The other Annunciation team lost 6-2 in the B final to the Immaculate Conception Kodiaks of Prince George. In the C final, the St. Mary's Huskies defeated North Cariboo Christian of Quesnel.

This marks the second straight year the trophy has been handed to a team an the western edge of the province. Veritas of Terrace won it last year. St. Mary's of Prince George claimed the 2012 title and St. Ann's of Quesnel won the inaugural event in 2011. After three years as a 12-team tournament, it grew to 20 co-ed teams of Grade 6 and 7 students this year, expanding its boundaries south to Kamloops.

All of the out-of-town teams slept on the hardwood floor of the gym at St. Mary's school, after a night of entertainment from the Pure Witness Ministries retreat team from Saskatoon. A dance for the kids followed Friday's tournament.

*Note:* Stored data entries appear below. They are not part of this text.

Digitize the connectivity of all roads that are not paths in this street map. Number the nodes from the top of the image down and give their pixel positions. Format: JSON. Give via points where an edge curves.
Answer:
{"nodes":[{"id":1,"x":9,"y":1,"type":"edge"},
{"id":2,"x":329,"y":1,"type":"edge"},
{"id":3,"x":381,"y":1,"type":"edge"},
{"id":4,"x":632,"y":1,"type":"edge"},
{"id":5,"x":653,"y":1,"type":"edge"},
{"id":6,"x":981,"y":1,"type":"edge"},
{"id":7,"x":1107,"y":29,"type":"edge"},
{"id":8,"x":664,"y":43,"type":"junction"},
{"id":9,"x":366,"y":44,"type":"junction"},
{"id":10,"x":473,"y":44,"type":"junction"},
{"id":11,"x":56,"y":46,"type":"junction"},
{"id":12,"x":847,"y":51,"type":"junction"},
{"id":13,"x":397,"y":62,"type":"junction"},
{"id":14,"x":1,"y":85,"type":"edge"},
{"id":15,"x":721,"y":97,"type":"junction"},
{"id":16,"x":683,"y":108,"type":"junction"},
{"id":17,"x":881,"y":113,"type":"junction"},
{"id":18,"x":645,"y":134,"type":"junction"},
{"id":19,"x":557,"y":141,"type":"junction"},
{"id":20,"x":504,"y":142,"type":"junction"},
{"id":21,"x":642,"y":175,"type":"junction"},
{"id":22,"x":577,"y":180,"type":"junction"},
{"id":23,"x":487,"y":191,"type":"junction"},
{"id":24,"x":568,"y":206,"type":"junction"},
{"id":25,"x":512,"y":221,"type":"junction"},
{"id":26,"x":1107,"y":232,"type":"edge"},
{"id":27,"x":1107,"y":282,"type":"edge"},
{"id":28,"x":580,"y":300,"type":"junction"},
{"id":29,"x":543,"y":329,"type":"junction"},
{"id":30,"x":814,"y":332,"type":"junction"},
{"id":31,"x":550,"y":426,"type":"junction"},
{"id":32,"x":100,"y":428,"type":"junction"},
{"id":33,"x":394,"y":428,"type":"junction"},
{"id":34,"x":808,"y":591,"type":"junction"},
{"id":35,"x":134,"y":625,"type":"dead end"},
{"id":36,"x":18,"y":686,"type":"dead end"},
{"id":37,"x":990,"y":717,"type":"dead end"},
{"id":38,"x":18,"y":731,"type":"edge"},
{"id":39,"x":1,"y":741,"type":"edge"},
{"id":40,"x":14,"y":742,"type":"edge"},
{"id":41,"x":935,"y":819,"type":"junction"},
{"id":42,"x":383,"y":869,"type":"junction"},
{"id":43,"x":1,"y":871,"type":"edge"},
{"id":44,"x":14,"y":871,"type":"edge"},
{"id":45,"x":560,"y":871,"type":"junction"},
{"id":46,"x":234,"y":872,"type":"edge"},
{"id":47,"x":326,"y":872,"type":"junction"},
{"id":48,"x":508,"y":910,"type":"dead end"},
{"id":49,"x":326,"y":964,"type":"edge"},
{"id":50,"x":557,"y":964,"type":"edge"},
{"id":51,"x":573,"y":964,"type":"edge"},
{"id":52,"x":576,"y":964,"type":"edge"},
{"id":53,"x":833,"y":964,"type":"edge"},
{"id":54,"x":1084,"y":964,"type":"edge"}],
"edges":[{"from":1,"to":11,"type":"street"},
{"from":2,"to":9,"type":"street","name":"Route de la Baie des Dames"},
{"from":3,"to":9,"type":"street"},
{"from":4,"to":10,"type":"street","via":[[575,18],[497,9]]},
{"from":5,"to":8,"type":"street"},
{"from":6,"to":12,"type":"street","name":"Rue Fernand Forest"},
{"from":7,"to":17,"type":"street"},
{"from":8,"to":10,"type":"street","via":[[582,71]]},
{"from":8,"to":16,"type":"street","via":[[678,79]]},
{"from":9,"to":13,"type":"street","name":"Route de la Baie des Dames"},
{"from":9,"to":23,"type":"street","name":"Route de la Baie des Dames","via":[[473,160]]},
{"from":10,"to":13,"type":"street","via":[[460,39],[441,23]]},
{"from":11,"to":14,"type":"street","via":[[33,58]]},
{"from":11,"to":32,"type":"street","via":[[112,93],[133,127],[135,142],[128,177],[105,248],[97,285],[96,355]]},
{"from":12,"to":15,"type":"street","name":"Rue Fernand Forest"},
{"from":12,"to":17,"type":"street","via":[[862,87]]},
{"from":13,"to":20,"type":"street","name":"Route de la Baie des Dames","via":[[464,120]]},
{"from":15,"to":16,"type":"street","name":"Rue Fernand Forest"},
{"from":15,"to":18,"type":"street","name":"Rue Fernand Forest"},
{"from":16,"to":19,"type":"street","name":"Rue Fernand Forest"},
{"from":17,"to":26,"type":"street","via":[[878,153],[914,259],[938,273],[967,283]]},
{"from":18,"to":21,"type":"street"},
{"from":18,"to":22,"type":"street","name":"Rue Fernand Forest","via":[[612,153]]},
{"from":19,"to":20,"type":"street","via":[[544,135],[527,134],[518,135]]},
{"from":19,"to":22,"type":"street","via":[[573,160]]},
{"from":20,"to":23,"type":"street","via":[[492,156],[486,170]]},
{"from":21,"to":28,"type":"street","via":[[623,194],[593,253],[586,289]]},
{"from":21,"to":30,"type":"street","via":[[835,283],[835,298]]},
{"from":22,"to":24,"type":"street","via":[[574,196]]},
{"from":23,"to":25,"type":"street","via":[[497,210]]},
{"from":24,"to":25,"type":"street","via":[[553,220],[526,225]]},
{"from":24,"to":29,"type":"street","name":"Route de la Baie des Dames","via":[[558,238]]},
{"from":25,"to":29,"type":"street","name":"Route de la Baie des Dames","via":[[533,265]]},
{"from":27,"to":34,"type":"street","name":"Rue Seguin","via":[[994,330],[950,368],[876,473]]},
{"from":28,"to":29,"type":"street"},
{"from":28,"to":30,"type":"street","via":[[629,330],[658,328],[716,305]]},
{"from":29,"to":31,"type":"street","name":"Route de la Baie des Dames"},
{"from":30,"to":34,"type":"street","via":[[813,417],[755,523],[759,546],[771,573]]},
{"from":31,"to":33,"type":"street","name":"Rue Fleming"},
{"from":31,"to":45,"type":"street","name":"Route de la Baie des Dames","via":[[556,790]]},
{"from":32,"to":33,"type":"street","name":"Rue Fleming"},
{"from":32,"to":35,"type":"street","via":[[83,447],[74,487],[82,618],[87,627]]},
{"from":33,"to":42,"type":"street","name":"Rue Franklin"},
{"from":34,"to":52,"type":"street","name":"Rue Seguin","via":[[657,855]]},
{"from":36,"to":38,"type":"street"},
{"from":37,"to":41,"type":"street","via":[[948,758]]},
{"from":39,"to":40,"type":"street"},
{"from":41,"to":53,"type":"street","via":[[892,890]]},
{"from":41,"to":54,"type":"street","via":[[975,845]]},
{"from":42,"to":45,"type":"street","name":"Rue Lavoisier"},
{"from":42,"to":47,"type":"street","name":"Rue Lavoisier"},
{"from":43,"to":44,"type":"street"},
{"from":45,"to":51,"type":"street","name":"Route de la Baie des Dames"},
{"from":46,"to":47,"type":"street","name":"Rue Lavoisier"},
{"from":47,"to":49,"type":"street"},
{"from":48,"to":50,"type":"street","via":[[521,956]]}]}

Chris Dugdale, superintendent for the eight north central Catholic independent schools, said the tournament is unique in bringing together so many elementary school teams from such a wide expanse of the province. With 225 players, it was the largest Catholic school sporting event ever held in north central B.C.

"It's really neat to include teams from Kamloops, Quesnel and Prince Rupert and Kitimat, just to have a greater sense of community and it connects all the kids," said Dugdale. "The kids look forward to it every year and it's something to be really proud of up here. This is powerful."